[Stored data entries]
☆ ☆ ☆ ☆ ☆ ☆ ☆

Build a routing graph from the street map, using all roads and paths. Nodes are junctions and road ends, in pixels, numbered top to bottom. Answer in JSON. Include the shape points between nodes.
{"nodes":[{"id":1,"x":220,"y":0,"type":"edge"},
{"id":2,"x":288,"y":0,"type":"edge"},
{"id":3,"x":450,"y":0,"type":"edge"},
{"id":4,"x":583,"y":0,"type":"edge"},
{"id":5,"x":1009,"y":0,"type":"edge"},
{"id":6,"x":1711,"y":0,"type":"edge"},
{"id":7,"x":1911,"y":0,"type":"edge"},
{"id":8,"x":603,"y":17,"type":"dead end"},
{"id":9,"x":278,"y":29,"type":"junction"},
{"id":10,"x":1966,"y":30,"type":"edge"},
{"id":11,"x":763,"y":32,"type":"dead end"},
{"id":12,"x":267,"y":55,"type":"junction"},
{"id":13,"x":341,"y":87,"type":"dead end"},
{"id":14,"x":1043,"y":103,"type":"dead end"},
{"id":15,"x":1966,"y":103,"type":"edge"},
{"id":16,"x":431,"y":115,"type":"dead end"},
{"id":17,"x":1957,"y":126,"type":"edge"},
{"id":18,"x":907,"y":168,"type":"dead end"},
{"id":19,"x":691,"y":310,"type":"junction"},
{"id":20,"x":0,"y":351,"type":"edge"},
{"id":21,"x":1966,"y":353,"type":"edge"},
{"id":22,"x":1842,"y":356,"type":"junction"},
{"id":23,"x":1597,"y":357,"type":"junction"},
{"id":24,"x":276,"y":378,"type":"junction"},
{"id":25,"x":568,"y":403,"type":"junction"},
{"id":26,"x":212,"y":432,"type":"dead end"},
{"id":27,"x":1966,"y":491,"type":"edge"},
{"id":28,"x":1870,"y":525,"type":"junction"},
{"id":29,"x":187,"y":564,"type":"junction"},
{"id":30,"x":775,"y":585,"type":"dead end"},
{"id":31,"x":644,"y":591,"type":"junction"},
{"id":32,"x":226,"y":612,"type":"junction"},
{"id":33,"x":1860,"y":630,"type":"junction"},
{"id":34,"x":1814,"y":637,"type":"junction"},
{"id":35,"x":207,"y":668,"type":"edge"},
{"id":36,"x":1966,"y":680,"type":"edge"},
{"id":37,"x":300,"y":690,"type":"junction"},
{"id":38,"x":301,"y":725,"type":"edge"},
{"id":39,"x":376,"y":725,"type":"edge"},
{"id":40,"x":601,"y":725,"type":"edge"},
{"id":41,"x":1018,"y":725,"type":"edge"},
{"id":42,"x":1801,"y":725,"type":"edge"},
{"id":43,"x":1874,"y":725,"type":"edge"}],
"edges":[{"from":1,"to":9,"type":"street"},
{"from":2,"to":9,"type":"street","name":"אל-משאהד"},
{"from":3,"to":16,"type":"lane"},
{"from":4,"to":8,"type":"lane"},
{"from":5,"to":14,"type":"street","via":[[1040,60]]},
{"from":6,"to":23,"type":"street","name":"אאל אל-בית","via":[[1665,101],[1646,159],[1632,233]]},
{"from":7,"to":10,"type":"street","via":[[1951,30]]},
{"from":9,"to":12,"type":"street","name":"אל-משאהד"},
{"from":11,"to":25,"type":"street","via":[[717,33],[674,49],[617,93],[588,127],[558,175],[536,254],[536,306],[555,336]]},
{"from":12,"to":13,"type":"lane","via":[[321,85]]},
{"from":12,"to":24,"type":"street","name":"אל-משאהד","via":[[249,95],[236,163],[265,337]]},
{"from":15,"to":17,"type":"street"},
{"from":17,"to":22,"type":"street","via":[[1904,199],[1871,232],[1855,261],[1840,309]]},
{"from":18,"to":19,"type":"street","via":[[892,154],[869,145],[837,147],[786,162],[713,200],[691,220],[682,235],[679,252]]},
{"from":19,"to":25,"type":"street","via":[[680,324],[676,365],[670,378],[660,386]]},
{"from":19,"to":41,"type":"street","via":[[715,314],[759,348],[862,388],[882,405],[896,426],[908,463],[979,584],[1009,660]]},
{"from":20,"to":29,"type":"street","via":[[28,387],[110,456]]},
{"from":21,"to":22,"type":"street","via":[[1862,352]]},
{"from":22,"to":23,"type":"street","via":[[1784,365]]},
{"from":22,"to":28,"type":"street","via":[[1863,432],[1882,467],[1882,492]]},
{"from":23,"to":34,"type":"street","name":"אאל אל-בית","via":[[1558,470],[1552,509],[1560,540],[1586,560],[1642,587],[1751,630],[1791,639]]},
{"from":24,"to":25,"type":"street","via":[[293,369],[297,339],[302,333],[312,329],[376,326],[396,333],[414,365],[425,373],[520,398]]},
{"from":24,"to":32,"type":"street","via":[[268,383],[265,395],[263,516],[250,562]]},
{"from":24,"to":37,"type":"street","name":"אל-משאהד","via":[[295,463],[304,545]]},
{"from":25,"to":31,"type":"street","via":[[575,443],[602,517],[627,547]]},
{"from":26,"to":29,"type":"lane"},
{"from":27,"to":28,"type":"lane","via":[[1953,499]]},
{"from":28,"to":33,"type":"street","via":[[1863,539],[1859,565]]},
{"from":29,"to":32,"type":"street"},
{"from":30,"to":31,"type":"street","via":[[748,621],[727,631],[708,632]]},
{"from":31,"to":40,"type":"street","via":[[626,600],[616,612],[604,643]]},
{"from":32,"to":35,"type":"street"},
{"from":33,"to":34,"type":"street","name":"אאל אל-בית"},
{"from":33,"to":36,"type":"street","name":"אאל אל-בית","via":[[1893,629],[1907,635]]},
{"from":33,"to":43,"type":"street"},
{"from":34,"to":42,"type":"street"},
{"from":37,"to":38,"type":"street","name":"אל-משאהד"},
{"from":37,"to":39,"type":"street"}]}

☆ ☆ ☆ ☆ ☆ ☆ ☆

Task item - From the records above, show each line that contains the word "משאהד".

Completed exercise -
{"from":2,"to":9,"type":"street","name":"אל-משאהד"},
{"from":9,"to":12,"type":"street","name":"אל-משאהד"},
{"from":12,"to":24,"type":"street","name":"אל-משאהד","via":[[249,95],[236,163],[265,337]]},
{"from":24,"to":37,"type":"street","name":"אל-משאהד","via":[[295,463],[304,545]]},
{"from":37,"to":38,"type":"street","name":"אל-משאהד"},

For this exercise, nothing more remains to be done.